Mientras este arriero retornaba a su tierra de
Cotacachi era arrullado por miles de pájaros, que se escondían entre la
floresta. En medio de riachuelos existía el temor a los árboles de caracho, tan
malignos que laceraban hasta con su sombra, pero había también orquídeas que
crecían entre enormes helechos perdidos en la niebla.

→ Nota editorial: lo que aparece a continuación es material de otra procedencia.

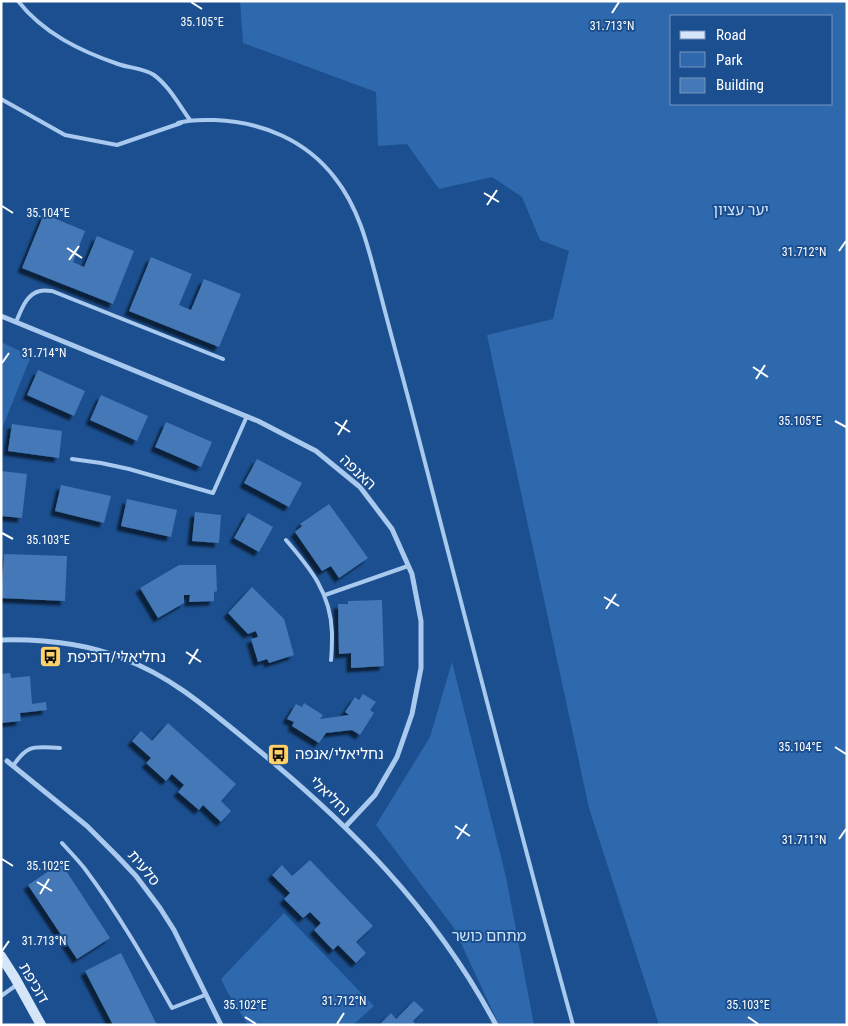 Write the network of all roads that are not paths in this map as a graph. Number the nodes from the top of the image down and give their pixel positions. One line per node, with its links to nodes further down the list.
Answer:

Unda tenía dos
pensamientos: abrazar a su mujer y, además, sentarse a la mesa con un potaje
que era un milagro: unas carnes rojas ahumadas con anterioridad, hechas cecinas
y puestas al carbón, acompañadas con las mismas yucas que él traía y el
aromático café, plantado por los colonos de la ceja de montaña.
Esta creación de Esther Moreno de Unda para su
marido, aunque en esa época no lo sabía, pasó a llamarse ‘carnes coloradas de
Cotacachi’. Eso sí lo supieron los clientes, quienes, años después, seducidos
por este prodigio, llegaban hasta la pequeña fonda donde doña Esther, como ya le
llamaban, servía este platillo junto con la chicha de jora, que es parte de un
largo proceso de fermentación que inicia cuando se tapa al maíz amarillo con
hojas de higuerilla.
Sin embargo, había una niña que -como si se tratara
del personaje de Tita en el libro Como agua para chocolate, de Laura Esquivel-
miraba todo lo concerniente a la preparación de las carnes coloradas y quería
conocer sus íntimos secretos, celosamente guardados por su madre. Era Laura,
una pequeña de ojos vivaces, semblante sereno y manos que se habían adaptado al
repulgado de las empanadas.
Porque su heredera, Laura Unda Moreno, junto a su
hija, Cinthya González, siguen la tradición. Fueron largos años frente a los
fogones de leña preservando una identidad de saberes, desde el achiote (Bixa
orellana), presente desde la época prehispánica y que también sirve para que
los tsáchilas pinten sus cabelleras, al cerdo, traído por los españoles, hasta
la salsa de queso; sin olvidar la chicha de jora, el legado de los caranquis,
los ‘Señores del Maíz’, antes de que llegaran los incas.
¿Cuál es la
receta? Está hecha a base de ‘ajos y carajos’ y tres pastillas de no me
olvides, porque acá el que no cae resbala, dice Doña Laura, mientras sonríe a
sus 71 años, porque sabe que también están sus aportes. De manera especial,
haber enlazado el turismo de Cotacachi hasta convertirlo en una simbiosis de
primero visitar los almacenes de artículos de cuero y después acudir hasta esa
delicia que su madre preparaba al marido, quien llegaba tras ocho días de penurias
en camino de mulas.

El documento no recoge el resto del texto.